St Botolph’s sits at the threshold of the City of London and the East End, and looks west towards the financial heart of the country and east to the diversity surrounding Petticoat Lane and Brick Lane.
Aldgate was the Eastern gate of the Roman City of Londinium and beyond it, in the area around St Botolph’s was the Romans’ Eastern Cemetery.
There is reference to a church on this site in 1125, although some claim an earlier church may have been here in Saxon times. The church was enlarged in the 15th century, and rebuilt the following century and, though it escaped the Great Fire of London in 1666, by 1741 it had become dilapidated and an Act of Parliament was passed allowing the old church to be pulled down. The church you see today was built in 1744 at a cost of £5,580, to the specifications of the City Surveyor, George Dance the Elder, who had earlier built Mansion House in the City. The interior of the church was remodelled by John Francis Bentley in 1888 - 1893. Bentley was responsible for much which is now admired including the stucco ceiling of angels, and the galleries with white balustrades.
The church sustained relatively minor damage during the Blitz of the Second World War. In 1965 a fire broke out in church, destroying vestments, stained glass and memorials, and damaging woodwork. The church was restored and re-hallowed in the presence of Queen Elizabeth the Queen Mother in 1966.

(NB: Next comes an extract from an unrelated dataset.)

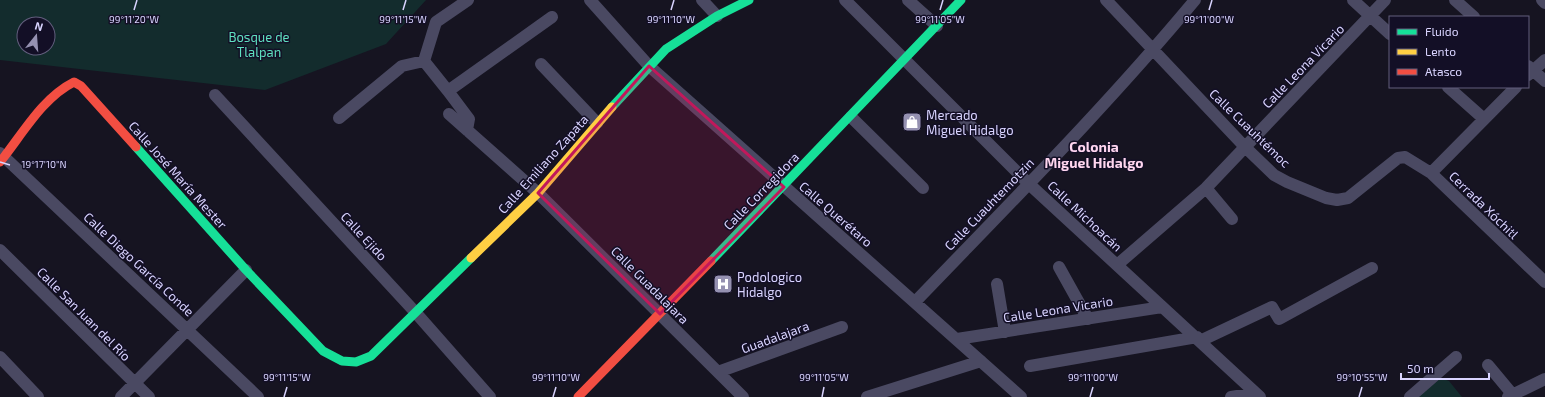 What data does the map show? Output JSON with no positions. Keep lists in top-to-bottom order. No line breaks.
{"streets":{"street":["Calle Leona Vicario","Calle Cuauhtémoc","Calle Emiliano Zapata","Calle José María Mester","Calle Corregidora","Calle Cuauhtemotzin","Cerrada Xóchitl","Calle Querétaro","Calle Michoacán","Calle Ejido","Calle Diego García Conde","Calle Guadalajara","Calle San Juan del Río","Guadalajara"]},"crossings":[["Calle Leona Vicario","Calle Cuauhtémoc"],["Calle Leona Vicario","Calle Querétaro"],["Calle Leona Vicario","Calle Michoacán"],["Calle Cuauhtémoc","Calle Cuauhtemotzin"],["Calle Cuauhtémoc","Cerrada Xóchitl"],["Calle Emiliano Zapata","Calle José María Mester"],["Calle Emiliano Zapata","Calle Querétaro"],["Calle Emiliano Zapata","Calle Ejido"],["Calle Emiliano Zapata","Calle Guadalajara"],["Calle José María Mester","Calle Diego García Conde"],["Calle Corregidora","Calle Querétaro"],["Calle Corregidora","Calle Michoacán"],["Calle Corregidora","Calle Guadalajara"],["Calle Cuauhtemotzin","Calle Querétaro"],["Calle Cuauhtemotzin","Calle Michoacán"],["Calle Guadalajara","Guadalajara"]],"districts":["Colonia Miguel Hidalgo"],"parks":["Bosque de Tlalpan"],"places":{"shop":["Mercado Miguel Hidalgo"],"hospital":["Podologico Hidalgo"]},"legend":["Fluido","Lento","Atasco"],"scale_bar":"50 m","north":"top","coordinates":["99°11'20\"W","99°11'15\"W","99°11'10\"W","99°11'05\"W","99°11'00\"W","19°17'10\"N","99°10'55\"W"]}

Among monuments of interest are two located immediately as you enter the church. Robert Dow was a local benefactor who made provision for the poor of the parish in his Will. Sir Arthur Darcy is commemorated with his father (Thomas, Lord Darcy) and father-in-law (Sir Nicholas Carew) both of whom were executed by King Henry VIII for rebellion at the start of the English Reformation. Thomas Bray is also commemorated in one of the wall tablets in the chapel: he was Curate here at the beginning of the 18th Century, and founded both the Society for the Promotion of Christian Knowledge (SPCK) and the Society for the Propagation of the Gospel in Foreign Parts (formerly USPG).
The floor tablet, immediately as you enter, remembers the ‘longest night’ of the London Blitz in 1941, when 1,486 were killed in London. The spot marks the place where a bomb fragment, which fell through the roof, embedded itself.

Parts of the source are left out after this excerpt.